▶ _WORK ORDER_
Your reply should be the records below, duplicated exactly, with any picture removed.

▶ _SOURCE DATA_
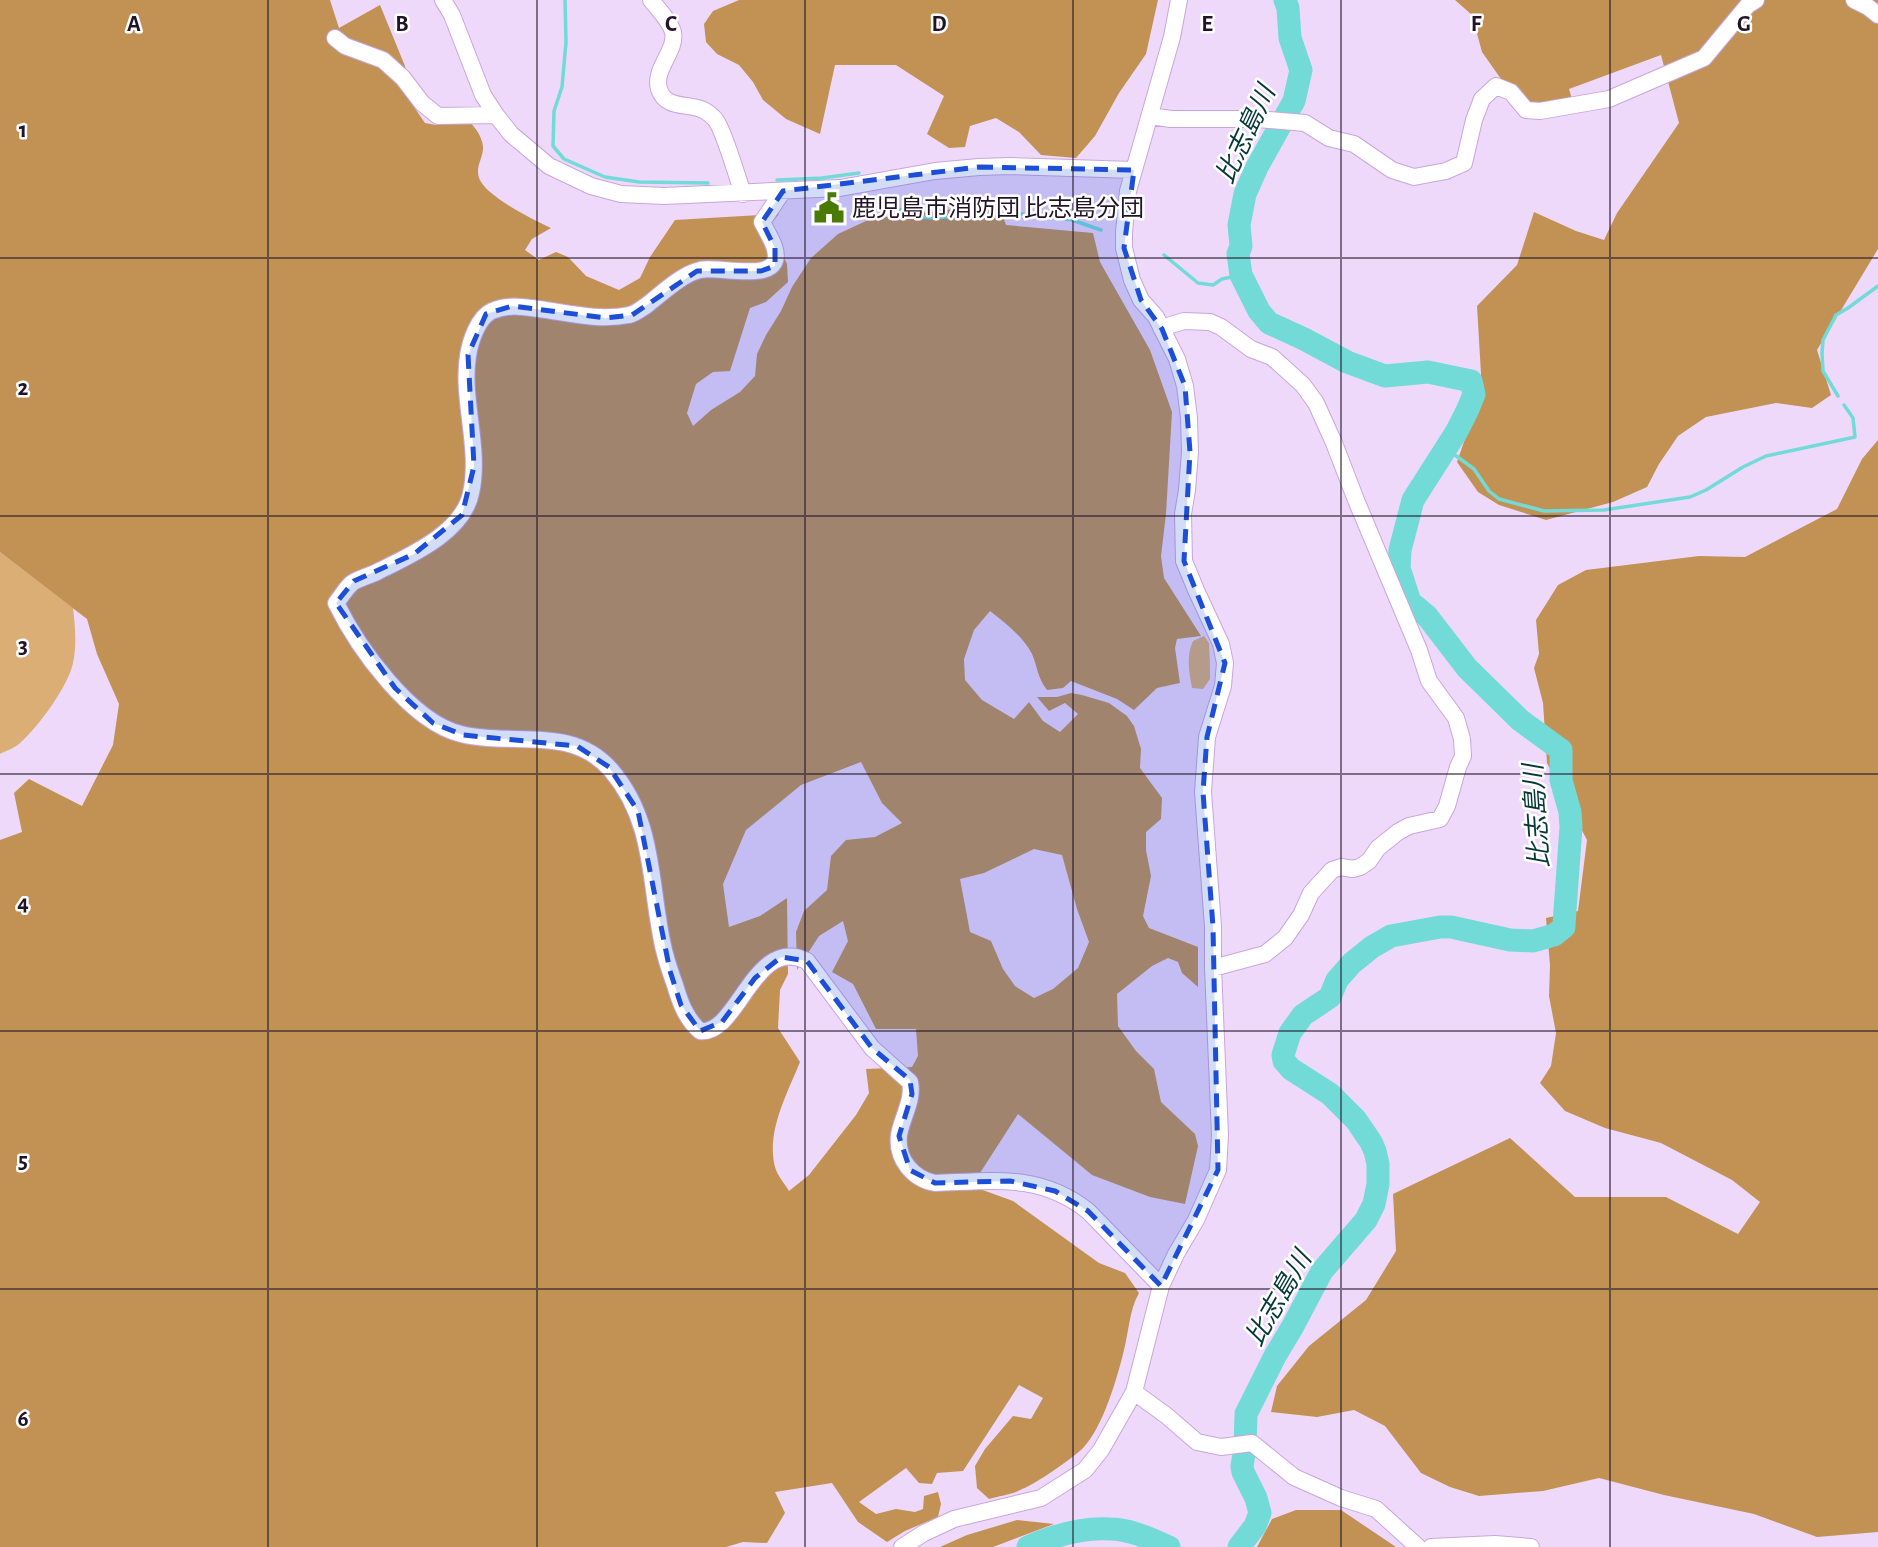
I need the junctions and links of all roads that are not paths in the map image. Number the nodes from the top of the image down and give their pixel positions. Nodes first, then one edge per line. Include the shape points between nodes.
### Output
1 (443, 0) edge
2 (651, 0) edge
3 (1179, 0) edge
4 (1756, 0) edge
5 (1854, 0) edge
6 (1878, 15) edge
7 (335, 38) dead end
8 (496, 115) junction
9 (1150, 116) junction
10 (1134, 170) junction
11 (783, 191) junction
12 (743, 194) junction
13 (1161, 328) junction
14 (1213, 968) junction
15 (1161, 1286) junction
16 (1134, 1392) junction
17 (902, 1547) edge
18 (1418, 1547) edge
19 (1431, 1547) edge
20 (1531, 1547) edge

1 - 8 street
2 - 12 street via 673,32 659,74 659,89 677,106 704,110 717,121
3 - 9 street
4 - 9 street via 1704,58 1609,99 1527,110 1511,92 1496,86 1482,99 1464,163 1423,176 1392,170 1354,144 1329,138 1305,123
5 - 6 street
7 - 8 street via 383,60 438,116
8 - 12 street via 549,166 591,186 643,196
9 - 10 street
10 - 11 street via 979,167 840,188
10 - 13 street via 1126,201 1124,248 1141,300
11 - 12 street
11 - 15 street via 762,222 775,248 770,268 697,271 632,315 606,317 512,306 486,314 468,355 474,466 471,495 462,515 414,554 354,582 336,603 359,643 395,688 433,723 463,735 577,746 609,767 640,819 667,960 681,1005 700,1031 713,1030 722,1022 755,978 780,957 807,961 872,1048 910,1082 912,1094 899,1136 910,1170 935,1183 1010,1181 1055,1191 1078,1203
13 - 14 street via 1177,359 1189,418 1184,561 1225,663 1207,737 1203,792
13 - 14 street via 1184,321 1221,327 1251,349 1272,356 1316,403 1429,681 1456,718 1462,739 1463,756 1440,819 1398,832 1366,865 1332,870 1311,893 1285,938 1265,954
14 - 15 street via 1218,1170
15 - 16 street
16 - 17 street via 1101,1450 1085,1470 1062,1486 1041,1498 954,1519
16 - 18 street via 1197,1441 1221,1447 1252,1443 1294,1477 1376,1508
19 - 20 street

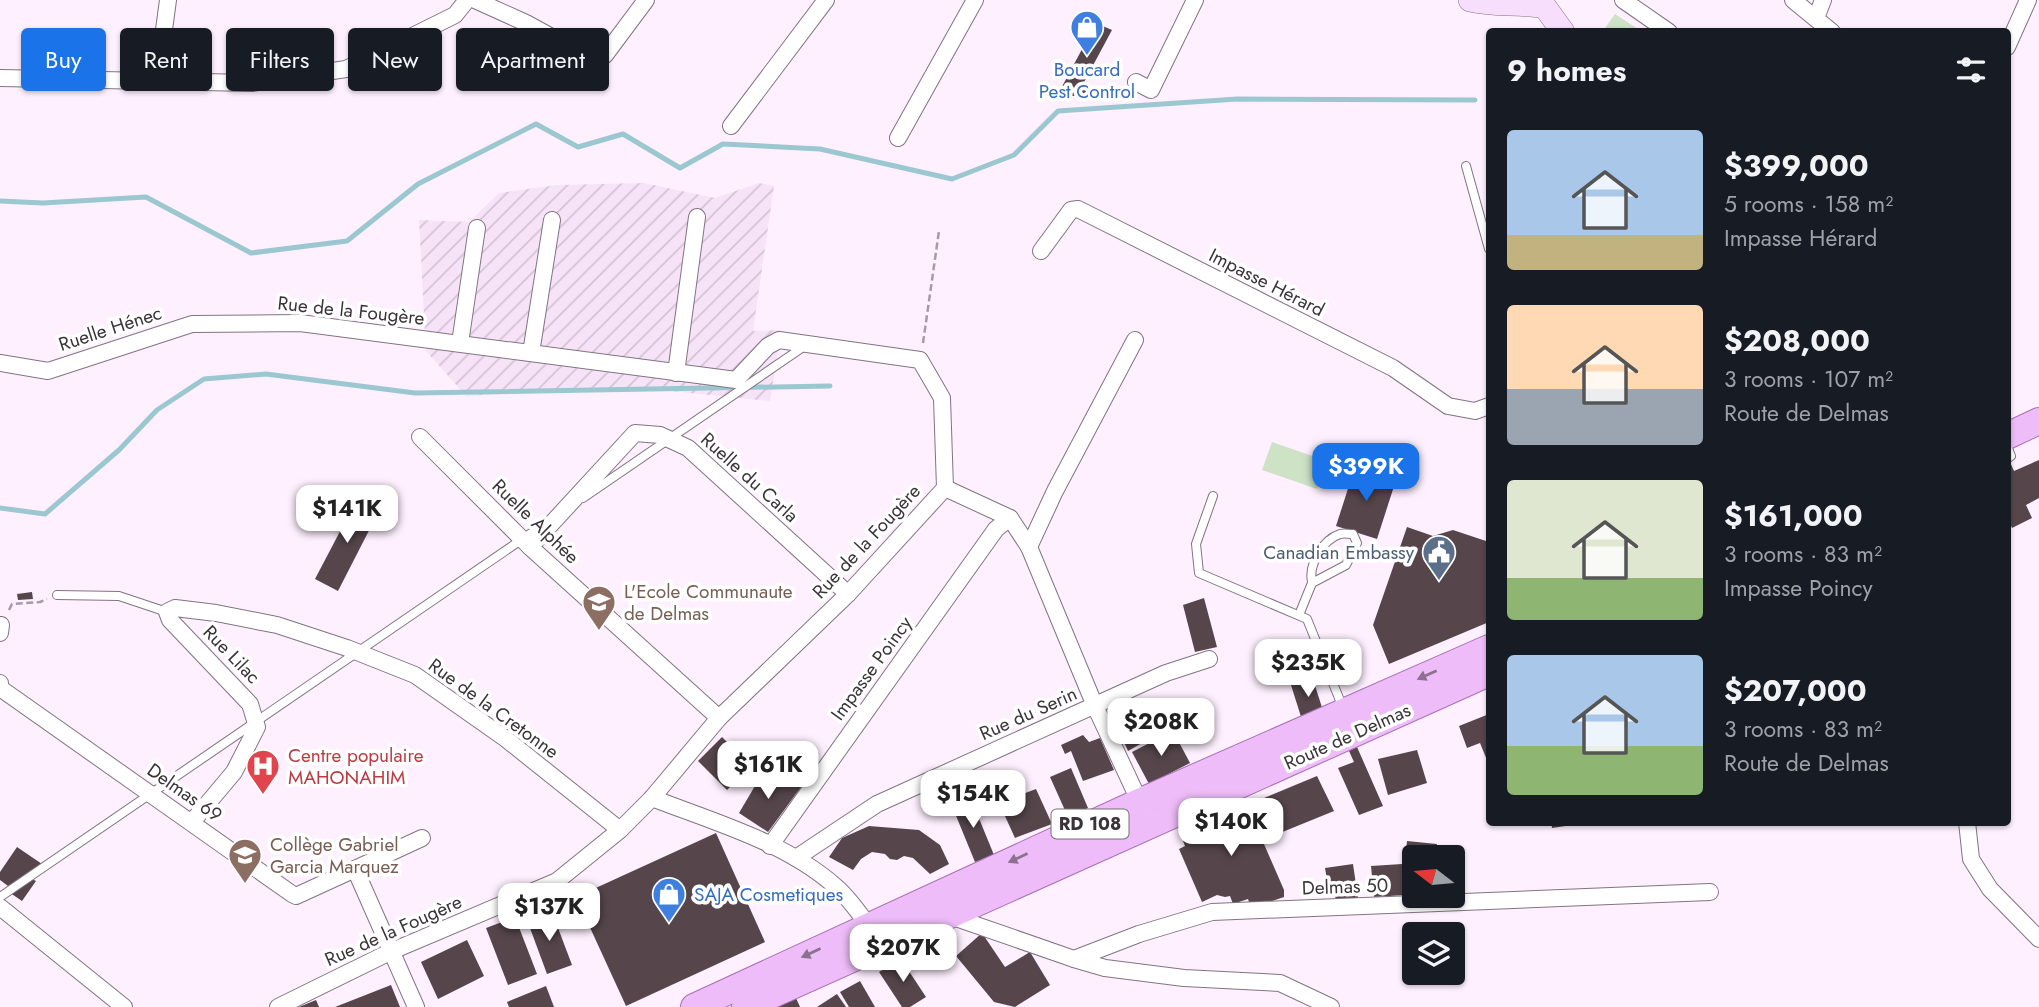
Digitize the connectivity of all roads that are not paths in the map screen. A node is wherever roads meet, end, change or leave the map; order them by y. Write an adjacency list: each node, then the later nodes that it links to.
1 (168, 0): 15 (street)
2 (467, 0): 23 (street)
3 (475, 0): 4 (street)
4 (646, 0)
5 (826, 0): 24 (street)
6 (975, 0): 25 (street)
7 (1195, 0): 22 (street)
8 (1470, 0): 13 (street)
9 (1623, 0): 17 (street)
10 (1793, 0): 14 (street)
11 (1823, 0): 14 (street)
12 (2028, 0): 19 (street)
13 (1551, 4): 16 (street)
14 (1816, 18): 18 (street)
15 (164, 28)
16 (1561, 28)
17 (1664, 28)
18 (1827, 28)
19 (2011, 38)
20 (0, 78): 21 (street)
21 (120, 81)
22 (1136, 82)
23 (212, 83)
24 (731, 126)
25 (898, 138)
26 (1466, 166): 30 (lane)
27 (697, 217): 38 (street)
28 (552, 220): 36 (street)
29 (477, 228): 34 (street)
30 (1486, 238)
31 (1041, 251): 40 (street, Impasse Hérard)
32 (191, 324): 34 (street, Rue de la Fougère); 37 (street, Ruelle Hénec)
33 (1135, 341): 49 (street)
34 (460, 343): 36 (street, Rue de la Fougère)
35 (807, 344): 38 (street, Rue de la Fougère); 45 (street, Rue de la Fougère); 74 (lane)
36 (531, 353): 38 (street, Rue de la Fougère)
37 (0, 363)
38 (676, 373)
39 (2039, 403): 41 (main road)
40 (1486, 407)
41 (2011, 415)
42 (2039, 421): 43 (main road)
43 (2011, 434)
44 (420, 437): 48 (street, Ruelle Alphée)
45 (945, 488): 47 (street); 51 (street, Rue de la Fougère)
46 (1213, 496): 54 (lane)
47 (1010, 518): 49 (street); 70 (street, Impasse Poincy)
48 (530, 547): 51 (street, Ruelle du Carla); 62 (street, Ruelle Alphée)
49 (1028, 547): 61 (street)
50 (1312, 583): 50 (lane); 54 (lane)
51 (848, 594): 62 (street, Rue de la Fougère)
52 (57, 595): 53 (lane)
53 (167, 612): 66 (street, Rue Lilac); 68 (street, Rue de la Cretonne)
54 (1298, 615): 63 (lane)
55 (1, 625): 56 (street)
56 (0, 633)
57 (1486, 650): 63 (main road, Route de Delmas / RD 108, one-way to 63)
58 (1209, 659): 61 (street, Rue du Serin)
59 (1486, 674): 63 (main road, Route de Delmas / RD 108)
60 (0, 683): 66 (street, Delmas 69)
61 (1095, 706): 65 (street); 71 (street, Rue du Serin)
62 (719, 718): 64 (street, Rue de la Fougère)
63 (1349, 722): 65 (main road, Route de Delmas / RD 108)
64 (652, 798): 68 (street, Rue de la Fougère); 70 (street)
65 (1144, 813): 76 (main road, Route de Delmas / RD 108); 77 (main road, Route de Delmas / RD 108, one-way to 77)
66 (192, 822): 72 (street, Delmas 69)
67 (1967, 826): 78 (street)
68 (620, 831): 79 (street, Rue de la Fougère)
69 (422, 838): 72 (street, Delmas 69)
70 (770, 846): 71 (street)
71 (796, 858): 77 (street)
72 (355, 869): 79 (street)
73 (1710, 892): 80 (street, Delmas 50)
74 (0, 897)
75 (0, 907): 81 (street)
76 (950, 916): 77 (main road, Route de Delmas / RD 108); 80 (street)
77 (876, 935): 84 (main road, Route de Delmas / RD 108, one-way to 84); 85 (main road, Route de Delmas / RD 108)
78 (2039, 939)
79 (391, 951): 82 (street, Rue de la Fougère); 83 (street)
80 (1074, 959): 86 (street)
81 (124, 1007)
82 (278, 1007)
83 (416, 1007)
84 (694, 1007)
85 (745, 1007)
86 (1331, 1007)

▶ _RESPONSE FOR THIS EXERCISE_
I need the junctions and links of all roads that are not paths in the map image. Number the nodes from the top of the image down and give their pixel positions. Nodes first, then one edge per line. Include the shape points between nodes.
### Output
1 (443, 0) edge
2 (651, 0) edge
3 (1179, 0) edge
4 (1756, 0) edge
5 (1854, 0) edge
6 (1878, 15) edge
7 (335, 38) dead end
8 (496, 115) junction
9 (1150, 116) junction
10 (1134, 170) junction
11 (783, 191) junction
12 (743, 194) junction
13 (1161, 328) junction
14 (1213, 968) junction
15 (1161, 1286) junction
16 (1134, 1392) junction
17 (902, 1547) edge
18 (1418, 1547) edge
19 (1431, 1547) edge
20 (1531, 1547) edge

1 - 8 street
2 - 12 street via 673,32 659,74 659,89 677,106 704,110 717,121
3 - 9 street
4 - 9 street via 1704,58 1609,99 1527,110 1511,92 1496,86 1482,99 1464,163 1423,176 1392,170 1354,144 1329,138 1305,123
5 - 6 street
7 - 8 street via 383,60 438,116
8 - 12 street via 549,166 591,186 643,196
9 - 10 street
10 - 11 street via 979,167 840,188
10 - 13 street via 1126,201 1124,248 1141,300
11 - 12 street
11 - 15 street via 762,222 775,248 770,268 697,271 632,315 606,317 512,306 486,314 468,355 474,466 471,495 462,515 414,554 354,582 336,603 359,643 395,688 433,723 463,735 577,746 609,767 640,819 667,960 681,1005 700,1031 713,1030 722,1022 755,978 780,957 807,961 872,1048 910,1082 912,1094 899,1136 910,1170 935,1183 1010,1181 1055,1191 1078,1203
13 - 14 street via 1177,359 1189,418 1184,561 1225,663 1207,737 1203,792
13 - 14 street via 1184,321 1221,327 1251,349 1272,356 1316,403 1429,681 1456,718 1462,739 1463,756 1440,819 1398,832 1366,865 1332,870 1311,893 1285,938 1265,954
14 - 15 street via 1218,1170
15 - 16 street
16 - 17 street via 1101,1450 1085,1470 1062,1486 1041,1498 954,1519
16 - 18 street via 1197,1441 1221,1447 1252,1443 1294,1477 1376,1508
19 - 20 street

Digitize the connectivity of all roads that are not paths in the map screen. A node is wherever roads meet, end, change or leave the map; order them by y. Write an adjacency list: each node, then the later nodes that it links to.
1 (168, 0): 15 (street)
2 (467, 0): 23 (street)
3 (475, 0): 4 (street)
4 (646, 0)
5 (826, 0): 24 (street)
6 (975, 0): 25 (street)
7 (1195, 0): 22 (street)
8 (1470, 0): 13 (street)
9 (1623, 0): 17 (street)
10 (1793, 0): 14 (street)
11 (1823, 0): 14 (street)
12 (2028, 0): 19 (street)
13 (1551, 4): 16 (street)
14 (1816, 18): 18 (street)
15 (164, 28)
16 (1561, 28)
17 (1664, 28)
18 (1827, 28)
19 (2011, 38)
20 (0, 78): 21 (street)
21 (120, 81)
22 (1136, 82)
23 (212, 83)
24 (731, 126)
25 (898, 138)
26 (1466, 166): 30 (lane)
27 (697, 217): 38 (street)
28 (552, 220): 36 (street)
29 (477, 228): 34 (street)
30 (1486, 238)
31 (1041, 251): 40 (street, Impasse Hérard)
32 (191, 324): 34 (street, Rue de la Fougère); 37 (street, Ruelle Hénec)
33 (1135, 341): 49 (street)
34 (460, 343): 36 (street, Rue de la Fougère)
35 (807, 344): 38 (street, Rue de la Fougère); 45 (street, Rue de la Fougère); 74 (lane)
36 (531, 353): 38 (street, Rue de la Fougère)
37 (0, 363)
38 (676, 373)
39 (2039, 403): 41 (main road)
40 (1486, 407)
41 (2011, 415)
42 (2039, 421): 43 (main road)
43 (2011, 434)
44 (420, 437): 48 (street, Ruelle Alphée)
45 (945, 488): 47 (street); 51 (street, Rue de la Fougère)
46 (1213, 496): 54 (lane)
47 (1010, 518): 49 (street); 70 (street, Impasse Poincy)
48 (530, 547): 51 (street, Ruelle du Carla); 62 (street, Ruelle Alphée)
49 (1028, 547): 61 (street)
50 (1312, 583): 50 (lane); 54 (lane)
51 (848, 594): 62 (street, Rue de la Fougère)
52 (57, 595): 53 (lane)
53 (167, 612): 66 (street, Rue Lilac); 68 (street, Rue de la Cretonne)
54 (1298, 615): 63 (lane)
55 (1, 625): 56 (street)
56 (0, 633)
57 (1486, 650): 63 (main road, Route de Delmas / RD 108, one-way to 63)
58 (1209, 659): 61 (street, Rue du Serin)
59 (1486, 674): 63 (main road, Route de Delmas / RD 108)
60 (0, 683): 66 (street, Delmas 69)
61 (1095, 706): 65 (street); 71 (street, Rue du Serin)
62 (719, 718): 64 (street, Rue de la Fougère)
63 (1349, 722): 65 (main road, Route de Delmas / RD 108)
64 (652, 798): 68 (street, Rue de la Fougère); 70 (street)
65 (1144, 813): 76 (main road, Route de Delmas / RD 108); 77 (main road, Route de Delmas / RD 108, one-way to 77)
66 (192, 822): 72 (street, Delmas 69)
67 (1967, 826): 78 (street)
68 (620, 831): 79 (street, Rue de la Fougère)
69 (422, 838): 72 (street, Delmas 69)
70 (770, 846): 71 (street)
71 (796, 858): 77 (street)
72 (355, 869): 79 (street)
73 (1710, 892): 80 (street, Delmas 50)
74 (0, 897)
75 (0, 907): 81 (street)
76 (950, 916): 77 (main road, Route de Delmas / RD 108); 80 (street)
77 (876, 935): 84 (main road, Route de Delmas / RD 108, one-way to 84); 85 (main road, Route de Delmas / RD 108)
78 (2039, 939)
79 (391, 951): 82 (street, Rue de la Fougère); 83 (street)
80 (1074, 959): 86 (street)
81 (124, 1007)
82 (278, 1007)
83 (416, 1007)
84 (694, 1007)
85 (745, 1007)
86 (1331, 1007)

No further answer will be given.